Is a Statue of Mary Weeping Oil?

I’m going to try not to make WeirdCatholic.com “Weeping Statue Central,” but this one is new and unusual enough, and the Washington Post did a not-horrible story on it, which is already a minor miracle. Screen Shot 2018-07-20 at 11.01.12 AM

In Our Lady of Guadalupe Catholic Church in Hobbs, New Mexico, a seven-foot tall bronze statue of Our Lady of Guadalupe is “weeping” a substance like olive oil with the faint scent of chrism. First noticed on Pentecost Sunday this year (May 20th) by the church’s business manager, the phenomena has been observed several times since.

The pastor was skeptical, but cameras have not revealed any human agency thus far. The manufacturer of the statue was contacted, and although it is hollow, it’s not as though they fill the void with scented olive oil. Nothing seemed to be coming from the ceiling and there are no obvious holes in the statue itself.

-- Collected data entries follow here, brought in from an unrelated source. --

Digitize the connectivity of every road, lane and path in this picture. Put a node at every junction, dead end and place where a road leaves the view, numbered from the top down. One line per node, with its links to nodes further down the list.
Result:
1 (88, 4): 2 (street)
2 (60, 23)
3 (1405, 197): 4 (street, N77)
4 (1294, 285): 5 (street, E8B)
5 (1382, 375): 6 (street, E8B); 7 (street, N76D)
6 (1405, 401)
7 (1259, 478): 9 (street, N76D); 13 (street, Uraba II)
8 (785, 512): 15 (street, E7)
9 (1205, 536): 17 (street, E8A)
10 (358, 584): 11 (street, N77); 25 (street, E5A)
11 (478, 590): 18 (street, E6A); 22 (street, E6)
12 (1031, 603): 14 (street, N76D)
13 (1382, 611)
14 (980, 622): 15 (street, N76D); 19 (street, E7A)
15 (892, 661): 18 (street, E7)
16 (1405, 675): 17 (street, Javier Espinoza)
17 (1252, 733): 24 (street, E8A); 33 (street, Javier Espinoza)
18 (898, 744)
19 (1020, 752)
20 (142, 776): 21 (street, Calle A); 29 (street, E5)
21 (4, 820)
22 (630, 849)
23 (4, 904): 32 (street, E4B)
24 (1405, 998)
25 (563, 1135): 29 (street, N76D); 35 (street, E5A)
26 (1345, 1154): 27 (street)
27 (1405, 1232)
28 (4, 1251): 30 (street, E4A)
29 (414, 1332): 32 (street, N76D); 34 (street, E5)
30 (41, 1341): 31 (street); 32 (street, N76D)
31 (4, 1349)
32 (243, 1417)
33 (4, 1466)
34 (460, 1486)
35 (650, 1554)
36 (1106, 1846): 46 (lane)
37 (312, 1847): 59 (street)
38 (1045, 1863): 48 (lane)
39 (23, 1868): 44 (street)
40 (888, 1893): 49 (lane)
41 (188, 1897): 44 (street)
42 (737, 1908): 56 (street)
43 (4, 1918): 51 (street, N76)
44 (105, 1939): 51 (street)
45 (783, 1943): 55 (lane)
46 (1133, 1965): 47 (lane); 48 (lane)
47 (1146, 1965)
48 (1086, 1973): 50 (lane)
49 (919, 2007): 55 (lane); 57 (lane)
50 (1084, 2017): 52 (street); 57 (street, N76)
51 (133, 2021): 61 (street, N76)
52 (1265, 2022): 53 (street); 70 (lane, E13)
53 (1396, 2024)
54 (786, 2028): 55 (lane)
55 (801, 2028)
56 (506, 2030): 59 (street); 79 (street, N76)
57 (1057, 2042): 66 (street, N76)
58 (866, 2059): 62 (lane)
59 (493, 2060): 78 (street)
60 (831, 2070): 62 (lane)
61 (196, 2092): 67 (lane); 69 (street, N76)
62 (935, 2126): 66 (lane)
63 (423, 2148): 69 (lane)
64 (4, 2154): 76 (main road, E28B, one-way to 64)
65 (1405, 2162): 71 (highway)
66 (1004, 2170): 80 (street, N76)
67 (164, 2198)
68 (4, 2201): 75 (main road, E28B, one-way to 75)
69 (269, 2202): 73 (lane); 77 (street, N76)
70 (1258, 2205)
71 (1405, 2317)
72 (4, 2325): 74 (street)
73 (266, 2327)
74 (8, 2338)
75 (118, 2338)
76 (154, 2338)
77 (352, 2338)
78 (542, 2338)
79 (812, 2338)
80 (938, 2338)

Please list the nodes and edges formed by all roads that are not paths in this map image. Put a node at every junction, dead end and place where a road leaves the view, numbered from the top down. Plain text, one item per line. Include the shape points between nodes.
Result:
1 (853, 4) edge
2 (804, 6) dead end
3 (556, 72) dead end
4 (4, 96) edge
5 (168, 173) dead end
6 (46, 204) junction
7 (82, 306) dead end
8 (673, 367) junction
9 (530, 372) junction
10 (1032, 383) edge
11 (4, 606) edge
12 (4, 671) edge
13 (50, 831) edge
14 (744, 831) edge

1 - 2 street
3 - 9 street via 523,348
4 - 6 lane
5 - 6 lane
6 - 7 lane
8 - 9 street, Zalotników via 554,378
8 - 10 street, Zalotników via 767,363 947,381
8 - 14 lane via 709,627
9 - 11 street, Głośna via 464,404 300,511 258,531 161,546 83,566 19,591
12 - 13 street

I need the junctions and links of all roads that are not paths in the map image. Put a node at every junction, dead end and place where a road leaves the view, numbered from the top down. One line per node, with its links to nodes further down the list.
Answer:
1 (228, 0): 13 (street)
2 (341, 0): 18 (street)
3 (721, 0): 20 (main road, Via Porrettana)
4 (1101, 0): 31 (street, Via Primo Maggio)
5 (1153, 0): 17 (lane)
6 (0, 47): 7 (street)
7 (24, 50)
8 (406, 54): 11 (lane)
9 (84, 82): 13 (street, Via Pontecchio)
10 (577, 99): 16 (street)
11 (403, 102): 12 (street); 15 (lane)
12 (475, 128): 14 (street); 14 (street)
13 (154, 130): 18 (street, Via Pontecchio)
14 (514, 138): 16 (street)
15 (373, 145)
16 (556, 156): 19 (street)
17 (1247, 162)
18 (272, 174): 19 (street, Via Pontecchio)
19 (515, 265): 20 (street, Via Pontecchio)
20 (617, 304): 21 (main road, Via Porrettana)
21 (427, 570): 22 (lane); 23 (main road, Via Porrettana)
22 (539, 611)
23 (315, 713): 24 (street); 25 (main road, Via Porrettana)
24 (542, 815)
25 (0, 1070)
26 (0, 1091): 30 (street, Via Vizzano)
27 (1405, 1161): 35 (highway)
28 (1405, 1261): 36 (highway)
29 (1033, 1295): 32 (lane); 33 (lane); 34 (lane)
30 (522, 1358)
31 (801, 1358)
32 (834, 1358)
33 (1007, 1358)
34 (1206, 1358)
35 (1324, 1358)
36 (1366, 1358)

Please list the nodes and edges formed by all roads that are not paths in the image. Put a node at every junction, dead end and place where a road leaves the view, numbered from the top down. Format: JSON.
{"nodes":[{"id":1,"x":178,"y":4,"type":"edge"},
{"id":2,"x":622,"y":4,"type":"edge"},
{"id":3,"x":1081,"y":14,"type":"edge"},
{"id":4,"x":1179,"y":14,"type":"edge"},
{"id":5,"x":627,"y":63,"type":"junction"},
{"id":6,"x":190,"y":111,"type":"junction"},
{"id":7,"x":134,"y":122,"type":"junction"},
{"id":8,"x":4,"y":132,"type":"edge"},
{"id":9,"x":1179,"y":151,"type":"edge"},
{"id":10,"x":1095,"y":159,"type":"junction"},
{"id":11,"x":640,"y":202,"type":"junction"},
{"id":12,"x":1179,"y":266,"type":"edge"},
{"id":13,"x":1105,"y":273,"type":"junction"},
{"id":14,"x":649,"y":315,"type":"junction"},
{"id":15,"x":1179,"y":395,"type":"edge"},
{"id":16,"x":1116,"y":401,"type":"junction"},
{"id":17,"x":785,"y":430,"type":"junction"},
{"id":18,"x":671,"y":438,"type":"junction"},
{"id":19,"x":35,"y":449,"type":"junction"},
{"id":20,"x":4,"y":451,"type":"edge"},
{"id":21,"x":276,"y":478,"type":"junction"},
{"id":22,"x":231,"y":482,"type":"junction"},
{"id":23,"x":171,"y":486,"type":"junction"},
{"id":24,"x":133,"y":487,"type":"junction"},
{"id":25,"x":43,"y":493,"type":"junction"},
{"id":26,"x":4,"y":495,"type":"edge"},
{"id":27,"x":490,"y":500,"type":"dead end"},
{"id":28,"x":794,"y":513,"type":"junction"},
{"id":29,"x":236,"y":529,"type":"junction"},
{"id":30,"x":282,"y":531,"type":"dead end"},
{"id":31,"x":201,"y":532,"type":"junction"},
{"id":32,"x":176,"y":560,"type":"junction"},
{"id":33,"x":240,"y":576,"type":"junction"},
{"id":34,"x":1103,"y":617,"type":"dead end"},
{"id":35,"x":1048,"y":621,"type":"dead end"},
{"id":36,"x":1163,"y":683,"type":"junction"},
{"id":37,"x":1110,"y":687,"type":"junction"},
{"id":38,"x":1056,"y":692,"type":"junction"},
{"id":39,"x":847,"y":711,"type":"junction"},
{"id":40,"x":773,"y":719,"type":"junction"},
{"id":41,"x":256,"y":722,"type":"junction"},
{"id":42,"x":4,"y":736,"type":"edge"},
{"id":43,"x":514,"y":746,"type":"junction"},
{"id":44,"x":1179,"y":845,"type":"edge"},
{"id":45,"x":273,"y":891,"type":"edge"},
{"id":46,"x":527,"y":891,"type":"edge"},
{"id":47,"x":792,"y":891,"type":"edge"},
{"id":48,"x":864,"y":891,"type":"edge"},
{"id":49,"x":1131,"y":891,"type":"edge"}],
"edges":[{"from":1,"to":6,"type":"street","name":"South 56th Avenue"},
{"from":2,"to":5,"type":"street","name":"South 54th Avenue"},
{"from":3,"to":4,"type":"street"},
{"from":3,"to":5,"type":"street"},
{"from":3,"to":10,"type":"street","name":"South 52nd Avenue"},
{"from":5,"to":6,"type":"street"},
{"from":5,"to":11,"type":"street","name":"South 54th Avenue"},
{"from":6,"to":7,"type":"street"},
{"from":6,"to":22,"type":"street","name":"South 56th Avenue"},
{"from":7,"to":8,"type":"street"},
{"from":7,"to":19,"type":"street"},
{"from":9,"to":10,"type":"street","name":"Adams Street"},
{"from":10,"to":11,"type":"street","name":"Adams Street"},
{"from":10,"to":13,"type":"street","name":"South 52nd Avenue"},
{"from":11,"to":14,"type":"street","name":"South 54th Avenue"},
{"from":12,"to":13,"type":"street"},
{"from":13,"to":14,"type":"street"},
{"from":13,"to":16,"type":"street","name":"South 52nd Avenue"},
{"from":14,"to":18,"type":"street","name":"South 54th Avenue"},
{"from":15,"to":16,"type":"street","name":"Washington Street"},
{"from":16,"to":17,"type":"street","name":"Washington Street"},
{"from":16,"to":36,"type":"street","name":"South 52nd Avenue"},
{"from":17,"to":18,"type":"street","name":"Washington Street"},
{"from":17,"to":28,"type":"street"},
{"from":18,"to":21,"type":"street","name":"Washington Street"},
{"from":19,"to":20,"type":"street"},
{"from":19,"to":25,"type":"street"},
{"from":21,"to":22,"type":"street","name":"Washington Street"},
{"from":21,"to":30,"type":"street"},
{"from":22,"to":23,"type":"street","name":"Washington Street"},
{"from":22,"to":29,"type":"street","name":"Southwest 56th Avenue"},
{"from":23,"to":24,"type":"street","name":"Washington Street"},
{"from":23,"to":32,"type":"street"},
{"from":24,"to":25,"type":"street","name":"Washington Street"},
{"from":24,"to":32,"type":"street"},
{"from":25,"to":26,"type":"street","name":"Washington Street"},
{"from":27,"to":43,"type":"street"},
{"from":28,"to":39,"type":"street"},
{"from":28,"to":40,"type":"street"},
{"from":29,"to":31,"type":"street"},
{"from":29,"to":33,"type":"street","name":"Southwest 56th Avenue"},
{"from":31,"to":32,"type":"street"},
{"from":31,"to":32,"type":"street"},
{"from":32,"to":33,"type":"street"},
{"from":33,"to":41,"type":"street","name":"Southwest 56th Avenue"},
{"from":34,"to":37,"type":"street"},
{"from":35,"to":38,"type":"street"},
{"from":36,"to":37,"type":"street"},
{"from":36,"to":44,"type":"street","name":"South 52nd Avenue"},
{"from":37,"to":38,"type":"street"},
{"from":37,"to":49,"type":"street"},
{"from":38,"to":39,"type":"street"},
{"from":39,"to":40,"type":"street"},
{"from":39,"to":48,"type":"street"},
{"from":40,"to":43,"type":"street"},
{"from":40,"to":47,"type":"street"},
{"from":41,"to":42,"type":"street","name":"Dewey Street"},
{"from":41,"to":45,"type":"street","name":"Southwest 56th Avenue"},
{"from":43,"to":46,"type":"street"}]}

The diocese tested the oil, examined the scene, and is monitoring the situation, but Church officials almost never declare on these issues unless they discover clear fraud. They just let them play out:

Catholic Church officials do not seem so much concerned with why the statue of the Virgin Mary appears to be crying oily tears or where the tears may be coming from — God, Satan or man — but, Winder said, the diocese is monitoring the response from the community. “That, in all honesty, is what’s most important — that it’s prompted people maybe to be closer to God,” the deacon said. “That’s what really matters.”

I’ve encountered a lot of stories about weeping/bleeding statues. Some are natural, or at least explainable, phenomena and some are fraud. But there are a few that just never resolve in any rational way.